Feds Propose Voluntary Principles for Marketing Food to Children

May 4, 2011

By Cassandra A. Soltis

The Interagency Working Group charged with drafting standards for marketing food to children has released draft nutrition principles, available here.  The proposed principles are intended to help food companies determine which foods should be marketed to children as a way to encourage a healthful diet and which foods should not be marketed to children. 

The proposal requests industry to reformulate and develop new products for those foods that are most heavily marketed to children aged 2-17, which include breakfast cereals; snack foods; candy; dairy products; baked goods; carbonated beverages; fruit juice and non-carbonated beverages; prepared foods and meals; frozen and chilled desserts; and restaurant foods.  Because most foods currently marketed to children would not meet the draft nutrition principles, the Working Group has proposed 2016 as the year for industry to fully implement them.

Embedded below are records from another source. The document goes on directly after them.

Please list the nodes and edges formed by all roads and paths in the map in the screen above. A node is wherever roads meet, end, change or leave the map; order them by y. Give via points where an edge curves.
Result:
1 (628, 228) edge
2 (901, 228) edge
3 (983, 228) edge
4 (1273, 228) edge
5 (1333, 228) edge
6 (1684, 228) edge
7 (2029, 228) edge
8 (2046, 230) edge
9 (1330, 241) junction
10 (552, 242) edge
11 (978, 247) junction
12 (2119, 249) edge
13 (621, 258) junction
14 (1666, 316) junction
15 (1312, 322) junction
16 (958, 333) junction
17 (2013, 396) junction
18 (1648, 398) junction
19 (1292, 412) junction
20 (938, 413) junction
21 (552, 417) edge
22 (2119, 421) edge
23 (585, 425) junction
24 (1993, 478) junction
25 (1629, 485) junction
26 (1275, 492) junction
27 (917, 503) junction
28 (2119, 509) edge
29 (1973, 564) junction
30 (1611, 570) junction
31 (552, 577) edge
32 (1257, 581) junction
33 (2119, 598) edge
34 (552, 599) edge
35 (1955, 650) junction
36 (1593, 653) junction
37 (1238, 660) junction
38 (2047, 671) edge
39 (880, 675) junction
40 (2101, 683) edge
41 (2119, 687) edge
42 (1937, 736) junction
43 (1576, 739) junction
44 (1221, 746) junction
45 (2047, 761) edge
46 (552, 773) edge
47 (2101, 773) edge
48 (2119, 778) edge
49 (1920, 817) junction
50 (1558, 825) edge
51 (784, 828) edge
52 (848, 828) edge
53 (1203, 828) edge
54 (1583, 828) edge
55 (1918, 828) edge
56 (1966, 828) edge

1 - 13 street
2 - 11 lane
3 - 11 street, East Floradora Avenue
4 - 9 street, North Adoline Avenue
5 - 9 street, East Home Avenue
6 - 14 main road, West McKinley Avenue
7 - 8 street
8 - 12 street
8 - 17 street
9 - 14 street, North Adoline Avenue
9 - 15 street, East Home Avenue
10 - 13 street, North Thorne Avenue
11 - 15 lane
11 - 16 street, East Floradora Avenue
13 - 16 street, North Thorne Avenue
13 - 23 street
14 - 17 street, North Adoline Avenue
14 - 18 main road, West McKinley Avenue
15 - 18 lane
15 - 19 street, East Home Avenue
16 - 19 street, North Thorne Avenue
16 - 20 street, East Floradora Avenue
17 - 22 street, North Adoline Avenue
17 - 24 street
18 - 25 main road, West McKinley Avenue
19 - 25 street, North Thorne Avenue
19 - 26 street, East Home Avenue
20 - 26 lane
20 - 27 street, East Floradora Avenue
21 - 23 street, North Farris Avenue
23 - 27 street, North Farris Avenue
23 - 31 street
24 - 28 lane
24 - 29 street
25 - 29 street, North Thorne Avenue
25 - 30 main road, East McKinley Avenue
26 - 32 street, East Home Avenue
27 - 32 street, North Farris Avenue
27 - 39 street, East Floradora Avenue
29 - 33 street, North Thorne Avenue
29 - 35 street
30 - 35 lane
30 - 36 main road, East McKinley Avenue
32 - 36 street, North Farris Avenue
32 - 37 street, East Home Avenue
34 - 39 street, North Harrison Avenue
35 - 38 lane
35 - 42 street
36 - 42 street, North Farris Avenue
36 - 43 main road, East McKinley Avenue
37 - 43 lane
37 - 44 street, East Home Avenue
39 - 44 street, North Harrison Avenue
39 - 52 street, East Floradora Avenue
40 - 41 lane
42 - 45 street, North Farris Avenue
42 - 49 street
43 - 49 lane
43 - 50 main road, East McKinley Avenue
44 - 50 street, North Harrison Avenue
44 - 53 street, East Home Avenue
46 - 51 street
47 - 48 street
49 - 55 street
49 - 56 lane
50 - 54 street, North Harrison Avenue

The draft principles are similar to those that the Working Group announced in December 2009 (see our previous post here) in that they set forth criteria to determine whether a food makes a meaningful contribution to a healthful diet (Nutrition Principle A) and provide limits on certain nutrients that can have a negative impact on health and weight (Nutrition Principle B).  The Working Group requests comments on the draft principles, including whether the principles “create incentives for manufacturers to reformulate a food product in a manner that would diminish the nutritional quality” of the food and what the impact of reformulation challenges will be on “manufacturers’ incentive and ability to improve the nutritional quality of the foods they market to children.”

The Working Group’s proposal also addresses the definitions of marketing to children, ages 2-11, and adolescents, ages 12-17.  The tentative definitions include 20 categories of advertising and promotional activities, including television, radio, and print advertising; ads on third-party Internet sites and other digital advertising, such as email and text messaging; cross promotions, including character licensing and toy co-branding; word-of-mouth and viral marketing; celebrity endorsements; and in-school marketing, among others.  The Working Group is proposing that for each of these categories, the Federal Trade Commission’s (“FTC’s”) definitions of when a promotional activity is targeted to children and adolescents will be used.  Because restrictions on marketing targeted to adolescents would likely also limit food marketing in media that reaches adults, the proposal requests “comment on whether it would be appropriate to more narrowly define the scope of marketing to which the nutrition principles would apply for adolescents.” 

Comments on the Working Group’s proposal must be submitted to the FTC by June 13, 2011.